◆ Assignment:
Set the entries down again exactly; none may be skipped.

◆ Records for this exercise:
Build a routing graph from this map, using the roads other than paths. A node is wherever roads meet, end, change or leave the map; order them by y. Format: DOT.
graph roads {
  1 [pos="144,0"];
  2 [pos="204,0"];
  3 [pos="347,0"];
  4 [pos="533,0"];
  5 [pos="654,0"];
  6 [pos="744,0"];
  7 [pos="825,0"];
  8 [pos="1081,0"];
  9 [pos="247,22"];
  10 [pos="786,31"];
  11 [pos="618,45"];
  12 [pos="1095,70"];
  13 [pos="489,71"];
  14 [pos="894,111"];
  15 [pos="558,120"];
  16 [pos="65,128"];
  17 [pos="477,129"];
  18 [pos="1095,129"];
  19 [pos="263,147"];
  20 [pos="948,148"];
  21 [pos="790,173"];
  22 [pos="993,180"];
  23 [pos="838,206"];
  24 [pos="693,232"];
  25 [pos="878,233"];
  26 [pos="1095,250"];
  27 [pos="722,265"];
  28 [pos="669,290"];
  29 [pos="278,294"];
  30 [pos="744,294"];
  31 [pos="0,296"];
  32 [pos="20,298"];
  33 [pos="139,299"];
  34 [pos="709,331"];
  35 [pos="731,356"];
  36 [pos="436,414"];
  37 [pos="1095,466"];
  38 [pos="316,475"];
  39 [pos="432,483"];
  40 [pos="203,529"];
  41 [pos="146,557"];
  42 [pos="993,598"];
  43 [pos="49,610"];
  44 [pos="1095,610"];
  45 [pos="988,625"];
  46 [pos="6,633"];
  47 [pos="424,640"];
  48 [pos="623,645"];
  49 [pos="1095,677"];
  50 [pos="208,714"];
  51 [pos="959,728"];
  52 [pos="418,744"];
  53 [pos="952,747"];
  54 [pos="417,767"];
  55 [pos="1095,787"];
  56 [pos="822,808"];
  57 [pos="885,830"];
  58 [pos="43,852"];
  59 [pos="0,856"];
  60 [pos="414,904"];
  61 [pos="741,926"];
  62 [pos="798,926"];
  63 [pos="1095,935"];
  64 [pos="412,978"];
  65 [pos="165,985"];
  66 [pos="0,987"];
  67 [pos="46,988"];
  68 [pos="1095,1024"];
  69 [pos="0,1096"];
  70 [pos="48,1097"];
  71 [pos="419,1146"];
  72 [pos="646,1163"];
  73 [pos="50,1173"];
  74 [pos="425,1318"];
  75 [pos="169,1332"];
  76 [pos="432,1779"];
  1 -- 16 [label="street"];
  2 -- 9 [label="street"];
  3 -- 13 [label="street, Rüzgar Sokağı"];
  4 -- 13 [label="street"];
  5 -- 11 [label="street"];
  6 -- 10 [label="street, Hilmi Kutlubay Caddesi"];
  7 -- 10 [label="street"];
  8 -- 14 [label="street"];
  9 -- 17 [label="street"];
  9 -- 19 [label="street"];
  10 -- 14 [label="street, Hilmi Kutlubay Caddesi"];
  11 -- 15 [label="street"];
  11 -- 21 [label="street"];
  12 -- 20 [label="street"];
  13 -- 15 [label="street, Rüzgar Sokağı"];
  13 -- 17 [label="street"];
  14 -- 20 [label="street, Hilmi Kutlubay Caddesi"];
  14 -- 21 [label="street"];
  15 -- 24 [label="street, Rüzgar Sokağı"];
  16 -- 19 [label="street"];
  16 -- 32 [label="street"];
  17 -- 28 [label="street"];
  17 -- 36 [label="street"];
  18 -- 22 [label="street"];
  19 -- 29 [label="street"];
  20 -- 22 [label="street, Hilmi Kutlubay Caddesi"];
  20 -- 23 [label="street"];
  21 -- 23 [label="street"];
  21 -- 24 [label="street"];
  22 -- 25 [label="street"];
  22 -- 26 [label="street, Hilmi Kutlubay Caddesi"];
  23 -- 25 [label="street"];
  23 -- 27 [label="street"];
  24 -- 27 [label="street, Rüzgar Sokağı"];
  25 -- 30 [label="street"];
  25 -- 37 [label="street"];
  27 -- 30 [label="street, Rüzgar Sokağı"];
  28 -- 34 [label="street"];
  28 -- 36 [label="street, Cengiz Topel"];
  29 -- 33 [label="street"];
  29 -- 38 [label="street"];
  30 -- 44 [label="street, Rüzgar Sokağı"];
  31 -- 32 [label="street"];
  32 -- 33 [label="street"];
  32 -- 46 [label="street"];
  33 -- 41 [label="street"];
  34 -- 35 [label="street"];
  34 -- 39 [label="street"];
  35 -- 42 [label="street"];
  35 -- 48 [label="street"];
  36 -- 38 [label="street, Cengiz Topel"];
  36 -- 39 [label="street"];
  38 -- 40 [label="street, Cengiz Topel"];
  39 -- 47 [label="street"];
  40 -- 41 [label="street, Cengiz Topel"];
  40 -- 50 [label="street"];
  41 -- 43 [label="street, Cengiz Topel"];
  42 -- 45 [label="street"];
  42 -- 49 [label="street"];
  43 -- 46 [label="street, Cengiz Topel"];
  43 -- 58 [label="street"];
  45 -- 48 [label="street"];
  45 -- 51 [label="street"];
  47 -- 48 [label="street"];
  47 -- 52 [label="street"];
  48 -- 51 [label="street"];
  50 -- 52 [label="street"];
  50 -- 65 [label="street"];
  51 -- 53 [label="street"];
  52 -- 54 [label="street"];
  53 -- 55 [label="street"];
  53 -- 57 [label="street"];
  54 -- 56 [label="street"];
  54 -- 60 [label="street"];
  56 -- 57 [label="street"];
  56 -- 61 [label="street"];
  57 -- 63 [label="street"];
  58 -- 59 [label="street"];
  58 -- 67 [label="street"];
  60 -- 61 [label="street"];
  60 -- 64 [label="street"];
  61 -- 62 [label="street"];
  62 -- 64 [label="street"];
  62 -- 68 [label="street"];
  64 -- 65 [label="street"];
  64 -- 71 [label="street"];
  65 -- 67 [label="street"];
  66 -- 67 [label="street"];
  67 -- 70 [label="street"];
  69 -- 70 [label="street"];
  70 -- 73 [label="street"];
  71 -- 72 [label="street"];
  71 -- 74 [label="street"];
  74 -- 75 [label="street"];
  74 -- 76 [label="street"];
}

◆ Solution for this task:
Build a routing graph from this map, using the roads other than paths. A node is wherever roads meet, end, change or leave the map; order them by y. Format: DOT.
graph roads {
  1 [pos="144,0"];
  2 [pos="204,0"];
  3 [pos="347,0"];
  4 [pos="533,0"];
  5 [pos="654,0"];
  6 [pos="744,0"];
  7 [pos="825,0"];
  8 [pos="1081,0"];
  9 [pos="247,22"];
  10 [pos="786,31"];
  11 [pos="618,45"];
  12 [pos="1095,70"];
  13 [pos="489,71"];
  14 [pos="894,111"];
  15 [pos="558,120"];
  16 [pos="65,128"];
  17 [pos="477,129"];
  18 [pos="1095,129"];
  19 [pos="263,147"];
  20 [pos="948,148"];
  21 [pos="790,173"];
  22 [pos="993,180"];
  23 [pos="838,206"];
  24 [pos="693,232"];
  25 [pos="878,233"];
  26 [pos="1095,250"];
  27 [pos="722,265"];
  28 [pos="669,290"];
  29 [pos="278,294"];
  30 [pos="744,294"];
  31 [pos="0,296"];
  32 [pos="20,298"];
  33 [pos="139,299"];
  34 [pos="709,331"];
  35 [pos="731,356"];
  36 [pos="436,414"];
  37 [pos="1095,466"];
  38 [pos="316,475"];
  39 [pos="432,483"];
  40 [pos="203,529"];
  41 [pos="146,557"];
  42 [pos="993,598"];
  43 [pos="49,610"];
  44 [pos="1095,610"];
  45 [pos="988,625"];
  46 [pos="6,633"];
  47 [pos="424,640"];
  48 [pos="623,645"];
  49 [pos="1095,677"];
  50 [pos="208,714"];
  51 [pos="959,728"];
  52 [pos="418,744"];
  53 [pos="952,747"];
  54 [pos="417,767"];
  55 [pos="1095,787"];
  56 [pos="822,808"];
  57 [pos="885,830"];
  58 [pos="43,852"];
  59 [pos="0,856"];
  60 [pos="414,904"];
  61 [pos="741,926"];
  62 [pos="798,926"];
  63 [pos="1095,935"];
  64 [pos="412,978"];
  65 [pos="165,985"];
  66 [pos="0,987"];
  67 [pos="46,988"];
  68 [pos="1095,1024"];
  69 [pos="0,1096"];
  70 [pos="48,1097"];
  71 [pos="419,1146"];
  72 [pos="646,1163"];
  73 [pos="50,1173"];
  74 [pos="425,1318"];
  75 [pos="169,1332"];
  76 [pos="432,1779"];
  1 -- 16 [label="street"];
  2 -- 9 [label="street"];
  3 -- 13 [label="street, Rüzgar Sokağı"];
  4 -- 13 [label="street"];
  5 -- 11 [label="street"];
  6 -- 10 [label="street, Hilmi Kutlubay Caddesi"];
  7 -- 10 [label="street"];
  8 -- 14 [label="street"];
  9 -- 17 [label="street"];
  9 -- 19 [label="street"];
  10 -- 14 [label="street, Hilmi Kutlubay Caddesi"];
  11 -- 15 [label="street"];
  11 -- 21 [label="street"];
  12 -- 20 [label="street"];
  13 -- 15 [label="street, Rüzgar Sokağı"];
  13 -- 17 [label="street"];
  14 -- 20 [label="street, Hilmi Kutlubay Caddesi"];
  14 -- 21 [label="street"];
  15 -- 24 [label="street, Rüzgar Sokağı"];
  16 -- 19 [label="street"];
  16 -- 32 [label="street"];
  17 -- 28 [label="street"];
  17 -- 36 [label="street"];
  18 -- 22 [label="street"];
  19 -- 29 [label="street"];
  20 -- 22 [label="street, Hilmi Kutlubay Caddesi"];
  20 -- 23 [label="street"];
  21 -- 23 [label="street"];
  21 -- 24 [label="street"];
  22 -- 25 [label="street"];
  22 -- 26 [label="street, Hilmi Kutlubay Caddesi"];
  23 -- 25 [label="street"];
  23 -- 27 [label="street"];
  24 -- 27 [label="street, Rüzgar Sokağı"];
  25 -- 30 [label="street"];
  25 -- 37 [label="street"];
  27 -- 30 [label="street, Rüzgar Sokağı"];
  28 -- 34 [label="street"];
  28 -- 36 [label="street, Cengiz Topel"];
  29 -- 33 [label="street"];
  29 -- 38 [label="street"];
  30 -- 44 [label="street, Rüzgar Sokağı"];
  31 -- 32 [label="street"];
  32 -- 33 [label="street"];
  32 -- 46 [label="street"];
  33 -- 41 [label="street"];
  34 -- 35 [label="street"];
  34 -- 39 [label="street"];
  35 -- 42 [label="street"];
  35 -- 48 [label="street"];
  36 -- 38 [label="street, Cengiz Topel"];
  36 -- 39 [label="street"];
  38 -- 40 [label="street, Cengiz Topel"];
  39 -- 47 [label="street"];
  40 -- 41 [label="street, Cengiz Topel"];
  40 -- 50 [label="street"];
  41 -- 43 [label="street, Cengiz Topel"];
  42 -- 45 [label="street"];
  42 -- 49 [label="street"];
  43 -- 46 [label="street, Cengiz Topel"];
  43 -- 58 [label="street"];
  45 -- 48 [label="street"];
  45 -- 51 [label="street"];
  47 -- 48 [label="street"];
  47 -- 52 [label="street"];
  48 -- 51 [label="street"];
  50 -- 52 [label="street"];
  50 -- 65 [label="street"];
  51 -- 53 [label="street"];
  52 -- 54 [label="street"];
  53 -- 55 [label="street"];
  53 -- 57 [label="street"];
  54 -- 56 [label="street"];
  54 -- 60 [label="street"];
  56 -- 57 [label="street"];
  56 -- 61 [label="street"];
  57 -- 63 [label="street"];
  58 -- 59 [label="street"];
  58 -- 67 [label="street"];
  60 -- 61 [label="street"];
  60 -- 64 [label="street"];
  61 -- 62 [label="street"];
  62 -- 64 [label="street"];
  62 -- 68 [label="street"];
  64 -- 65 [label="street"];
  64 -- 71 [label="street"];
  65 -- 67 [label="street"];
  66 -- 67 [label="street"];
  67 -- 70 [label="street"];
  69 -- 70 [label="street"];
  70 -- 73 [label="street"];
  71 -- 72 [label="street"];
  71 -- 74 [label="street"];
  74 -- 75 [label="street"];
  74 -- 76 [label="street"];
}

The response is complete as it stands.